Candidatos satisfeitos
A candidatura de Luís Filipe Menezes, actual presidente da câmara de Vila Nova de Gaia e candidato ao Porto, remete para sexta-feira às 11h uma reacção oficial à decisão dos juízes do palácio Ratton, mas à noite Menezes acabou por admitir que estava "satisfeito".

"Face ao facto de durante um ano ter travado um combate político-jurídico importante sobre esta matéria, reservo-me para amanhã [sexta-feira] dizer algo de substantivo”, disse o candidato, citado pel Lusa à margem de um comício, lembrando as “muitas vicissitudes neste processo que têm também importância política”.

Também na candidatura de Fernando Seara a hora era de alegria. "É uma boa notícia", disse à Lusa Mauro Xavier, director de campanha do social-democrata. "Este imbróglio jurídico dificultou a escolha por parte dos lisboetas porque se criaram dúvidas. Ainda vamos muito a tempo de poder disputar esta eleição. Agora podemos voltar à componente politica porque os lisboetas precisam de uma cidade limpa, organizada e com menos impostos."

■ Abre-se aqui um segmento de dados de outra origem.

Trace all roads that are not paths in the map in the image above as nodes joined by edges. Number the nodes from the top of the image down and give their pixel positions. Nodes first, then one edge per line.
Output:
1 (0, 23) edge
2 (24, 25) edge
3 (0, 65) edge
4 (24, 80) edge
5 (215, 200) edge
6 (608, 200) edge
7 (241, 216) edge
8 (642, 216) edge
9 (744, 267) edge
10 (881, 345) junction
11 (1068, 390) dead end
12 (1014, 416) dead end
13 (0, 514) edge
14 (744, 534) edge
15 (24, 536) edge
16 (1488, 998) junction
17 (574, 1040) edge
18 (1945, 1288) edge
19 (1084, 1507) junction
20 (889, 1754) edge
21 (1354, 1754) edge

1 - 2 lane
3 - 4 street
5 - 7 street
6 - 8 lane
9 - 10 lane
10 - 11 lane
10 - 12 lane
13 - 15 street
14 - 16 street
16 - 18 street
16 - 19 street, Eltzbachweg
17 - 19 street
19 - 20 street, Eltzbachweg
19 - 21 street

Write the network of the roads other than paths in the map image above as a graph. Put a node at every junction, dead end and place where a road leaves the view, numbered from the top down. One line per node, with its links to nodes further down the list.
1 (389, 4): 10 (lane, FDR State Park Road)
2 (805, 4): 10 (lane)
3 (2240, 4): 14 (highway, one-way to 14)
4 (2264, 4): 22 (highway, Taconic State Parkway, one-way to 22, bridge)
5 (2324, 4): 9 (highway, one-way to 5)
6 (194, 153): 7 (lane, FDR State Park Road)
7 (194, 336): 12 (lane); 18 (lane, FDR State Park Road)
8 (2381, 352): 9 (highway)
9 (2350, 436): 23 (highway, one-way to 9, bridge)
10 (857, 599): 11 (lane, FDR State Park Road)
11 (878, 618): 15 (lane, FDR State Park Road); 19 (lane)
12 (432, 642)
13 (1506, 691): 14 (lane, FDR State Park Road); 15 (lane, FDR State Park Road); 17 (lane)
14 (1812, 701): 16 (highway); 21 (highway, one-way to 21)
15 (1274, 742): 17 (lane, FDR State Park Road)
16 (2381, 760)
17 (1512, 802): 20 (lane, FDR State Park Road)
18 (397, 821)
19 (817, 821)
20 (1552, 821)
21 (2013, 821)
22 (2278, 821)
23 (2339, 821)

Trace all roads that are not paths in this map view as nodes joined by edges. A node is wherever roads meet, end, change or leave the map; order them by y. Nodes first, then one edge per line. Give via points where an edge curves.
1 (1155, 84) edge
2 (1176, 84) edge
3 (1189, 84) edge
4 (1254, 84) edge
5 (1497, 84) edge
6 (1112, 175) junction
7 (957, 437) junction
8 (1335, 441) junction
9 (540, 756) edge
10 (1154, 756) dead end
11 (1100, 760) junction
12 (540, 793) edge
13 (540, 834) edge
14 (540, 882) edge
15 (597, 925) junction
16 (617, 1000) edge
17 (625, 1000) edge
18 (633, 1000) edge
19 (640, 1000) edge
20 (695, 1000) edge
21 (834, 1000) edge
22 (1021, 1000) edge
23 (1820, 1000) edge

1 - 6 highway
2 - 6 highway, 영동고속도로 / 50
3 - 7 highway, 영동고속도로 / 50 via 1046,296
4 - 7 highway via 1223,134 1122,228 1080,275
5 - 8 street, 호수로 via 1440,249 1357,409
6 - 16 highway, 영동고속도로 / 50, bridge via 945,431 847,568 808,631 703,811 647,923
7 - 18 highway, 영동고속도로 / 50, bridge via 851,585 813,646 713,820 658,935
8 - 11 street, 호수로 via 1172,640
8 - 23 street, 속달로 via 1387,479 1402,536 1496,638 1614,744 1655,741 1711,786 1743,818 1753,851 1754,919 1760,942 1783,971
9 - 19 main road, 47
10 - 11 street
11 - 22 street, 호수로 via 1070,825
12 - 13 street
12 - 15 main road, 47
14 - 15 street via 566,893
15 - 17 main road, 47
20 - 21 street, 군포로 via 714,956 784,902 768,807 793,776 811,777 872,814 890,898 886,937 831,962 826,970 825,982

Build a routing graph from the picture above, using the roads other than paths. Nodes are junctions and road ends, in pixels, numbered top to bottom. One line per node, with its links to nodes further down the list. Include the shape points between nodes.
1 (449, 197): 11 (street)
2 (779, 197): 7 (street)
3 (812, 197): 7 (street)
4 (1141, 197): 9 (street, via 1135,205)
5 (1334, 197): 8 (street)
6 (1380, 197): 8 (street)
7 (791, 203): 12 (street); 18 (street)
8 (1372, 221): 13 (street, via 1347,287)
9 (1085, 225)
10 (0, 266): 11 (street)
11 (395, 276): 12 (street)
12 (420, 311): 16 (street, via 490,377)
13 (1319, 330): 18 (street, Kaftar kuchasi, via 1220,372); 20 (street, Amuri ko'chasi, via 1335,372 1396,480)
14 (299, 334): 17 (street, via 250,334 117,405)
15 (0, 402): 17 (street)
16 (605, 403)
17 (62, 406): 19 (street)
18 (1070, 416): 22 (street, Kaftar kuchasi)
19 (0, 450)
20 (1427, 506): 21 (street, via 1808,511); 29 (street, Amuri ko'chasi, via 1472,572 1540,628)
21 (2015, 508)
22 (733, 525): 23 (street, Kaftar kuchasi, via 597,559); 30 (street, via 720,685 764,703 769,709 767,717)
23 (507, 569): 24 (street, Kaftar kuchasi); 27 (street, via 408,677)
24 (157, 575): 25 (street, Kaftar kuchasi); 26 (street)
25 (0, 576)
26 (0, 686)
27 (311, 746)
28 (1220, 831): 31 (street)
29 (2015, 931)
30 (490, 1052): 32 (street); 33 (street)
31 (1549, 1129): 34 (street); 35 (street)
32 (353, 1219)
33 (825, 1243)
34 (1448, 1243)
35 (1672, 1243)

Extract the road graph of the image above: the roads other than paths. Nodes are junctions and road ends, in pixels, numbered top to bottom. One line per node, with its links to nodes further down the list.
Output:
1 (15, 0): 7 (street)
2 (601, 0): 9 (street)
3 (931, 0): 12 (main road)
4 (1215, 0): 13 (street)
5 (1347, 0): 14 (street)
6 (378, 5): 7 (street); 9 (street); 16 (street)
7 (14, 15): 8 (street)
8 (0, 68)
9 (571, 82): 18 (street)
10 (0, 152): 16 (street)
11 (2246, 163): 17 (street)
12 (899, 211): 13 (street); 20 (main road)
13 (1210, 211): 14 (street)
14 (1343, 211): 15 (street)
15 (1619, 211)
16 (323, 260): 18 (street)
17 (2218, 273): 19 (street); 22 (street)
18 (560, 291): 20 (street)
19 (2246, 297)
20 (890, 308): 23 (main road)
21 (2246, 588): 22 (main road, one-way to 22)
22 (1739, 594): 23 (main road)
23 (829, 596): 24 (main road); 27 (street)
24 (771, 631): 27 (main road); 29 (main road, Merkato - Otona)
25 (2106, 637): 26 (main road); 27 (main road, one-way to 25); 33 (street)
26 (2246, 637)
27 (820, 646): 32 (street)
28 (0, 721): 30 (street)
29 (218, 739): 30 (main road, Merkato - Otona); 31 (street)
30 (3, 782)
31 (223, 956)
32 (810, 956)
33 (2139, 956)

Situação dos presidentes de junta por decidir
Uma questão que continua por decidir é o caso dos presidentes de junta de freguesia que cumpriram três ou mais mandatos e que agora se recandidatam a uma união de freguesias que inclui território que actualmente gerem. "Parece-me óbvio que não pode haver candidaturas [de autarcas com três mandatos consecutivos] que abranjam a freguesia anterior”, disse à Lusa o constitucionalista Jorge Miranda, argumentando que isso “no fundo é candidatar-se à mesma circunscrição territorial”.